1) While huge disparities may be realistic in many cases, they aren't necessarily good for cinematic play. For example, super strong entities usually wound rather than turn people to red mist - the even bad guys that wouldn't pull their punches. That's not exclusive to Supers either. You find it as often in science fiction and fantasy. For that matter you also hear some real stories of survival or accomplishment that would be instant death in GURPS.

So the trick is to find a range of scores that are both playable and good at representing what you want characters to be able to do. IE, if you want Spidey to survive being hit by the Hulk (or Aragon backhanded by a cave troll or even a cat kicked by a human), you need damage values that allow it.

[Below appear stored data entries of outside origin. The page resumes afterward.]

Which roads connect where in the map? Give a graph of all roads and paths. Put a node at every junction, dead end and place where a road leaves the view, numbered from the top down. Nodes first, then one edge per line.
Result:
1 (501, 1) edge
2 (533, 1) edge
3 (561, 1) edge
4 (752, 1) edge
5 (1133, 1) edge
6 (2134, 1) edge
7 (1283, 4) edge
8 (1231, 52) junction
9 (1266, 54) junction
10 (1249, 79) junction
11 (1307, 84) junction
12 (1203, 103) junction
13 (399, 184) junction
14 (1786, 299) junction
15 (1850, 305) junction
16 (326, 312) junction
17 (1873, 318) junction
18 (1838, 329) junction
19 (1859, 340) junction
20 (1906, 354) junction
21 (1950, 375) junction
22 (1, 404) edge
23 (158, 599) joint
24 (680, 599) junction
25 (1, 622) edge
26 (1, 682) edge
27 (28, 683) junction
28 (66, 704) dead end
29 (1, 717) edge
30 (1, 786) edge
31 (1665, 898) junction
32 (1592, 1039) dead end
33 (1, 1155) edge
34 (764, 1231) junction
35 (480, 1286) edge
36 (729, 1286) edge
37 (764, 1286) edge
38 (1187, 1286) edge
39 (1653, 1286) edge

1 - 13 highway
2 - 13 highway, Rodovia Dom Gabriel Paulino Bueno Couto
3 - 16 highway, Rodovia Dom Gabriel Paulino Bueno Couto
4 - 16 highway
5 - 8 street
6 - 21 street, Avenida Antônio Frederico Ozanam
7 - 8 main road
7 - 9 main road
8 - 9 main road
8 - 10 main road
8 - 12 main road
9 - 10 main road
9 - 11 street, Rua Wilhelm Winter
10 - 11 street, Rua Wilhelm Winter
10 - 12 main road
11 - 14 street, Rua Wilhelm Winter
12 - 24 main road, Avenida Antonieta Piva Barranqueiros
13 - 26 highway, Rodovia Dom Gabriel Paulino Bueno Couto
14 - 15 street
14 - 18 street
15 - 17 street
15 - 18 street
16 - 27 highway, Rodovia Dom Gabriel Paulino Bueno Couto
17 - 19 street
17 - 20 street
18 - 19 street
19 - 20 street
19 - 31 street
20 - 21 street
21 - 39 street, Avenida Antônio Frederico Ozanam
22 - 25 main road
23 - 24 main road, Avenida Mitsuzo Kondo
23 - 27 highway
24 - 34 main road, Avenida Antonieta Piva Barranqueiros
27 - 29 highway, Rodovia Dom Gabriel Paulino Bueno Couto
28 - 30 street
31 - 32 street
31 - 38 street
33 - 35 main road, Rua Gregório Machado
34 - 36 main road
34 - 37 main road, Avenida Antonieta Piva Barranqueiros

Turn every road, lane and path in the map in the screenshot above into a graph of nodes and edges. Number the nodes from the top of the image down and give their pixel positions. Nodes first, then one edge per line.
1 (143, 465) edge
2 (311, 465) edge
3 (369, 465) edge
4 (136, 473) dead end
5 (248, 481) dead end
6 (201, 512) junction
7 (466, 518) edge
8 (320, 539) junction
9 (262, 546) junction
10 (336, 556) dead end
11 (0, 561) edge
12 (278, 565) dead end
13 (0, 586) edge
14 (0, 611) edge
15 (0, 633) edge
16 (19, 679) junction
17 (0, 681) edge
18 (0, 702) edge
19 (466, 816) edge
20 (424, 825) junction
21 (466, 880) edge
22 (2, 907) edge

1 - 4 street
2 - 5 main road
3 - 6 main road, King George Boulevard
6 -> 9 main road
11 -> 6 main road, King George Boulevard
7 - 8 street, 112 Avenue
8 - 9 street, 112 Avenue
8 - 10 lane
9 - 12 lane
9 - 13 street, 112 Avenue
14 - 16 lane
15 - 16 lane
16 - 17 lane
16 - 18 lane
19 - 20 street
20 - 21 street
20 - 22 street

The problem is that in the comics the Hulk can smash tanks and do pretty impressive property damage but he'll be running around the same fight scenes as squishy normal humans like Hawkeye. Somehow, the more fragile characters never get hit with any attacks that will squash them flat. GURPS by its nature doesn't really handle that well. The systems that do (Champions, Mutants & Masterminds, the old DC Heroes) are generally set up first and foremost to mix wide ranges of firepower. GURPS tends to default closer to reality, which is to say someone or something that can dent a tank can splatter a normal human.

If I was running a supers game and trying to keep damage in a limited range, I'd probably give the higher powered characters surge type abilities - Power Blow for bricks, Fatigue burning attacks for blasters, etc - to represent maximum firepower and otherwise set up the rules to keep routine damage more modest.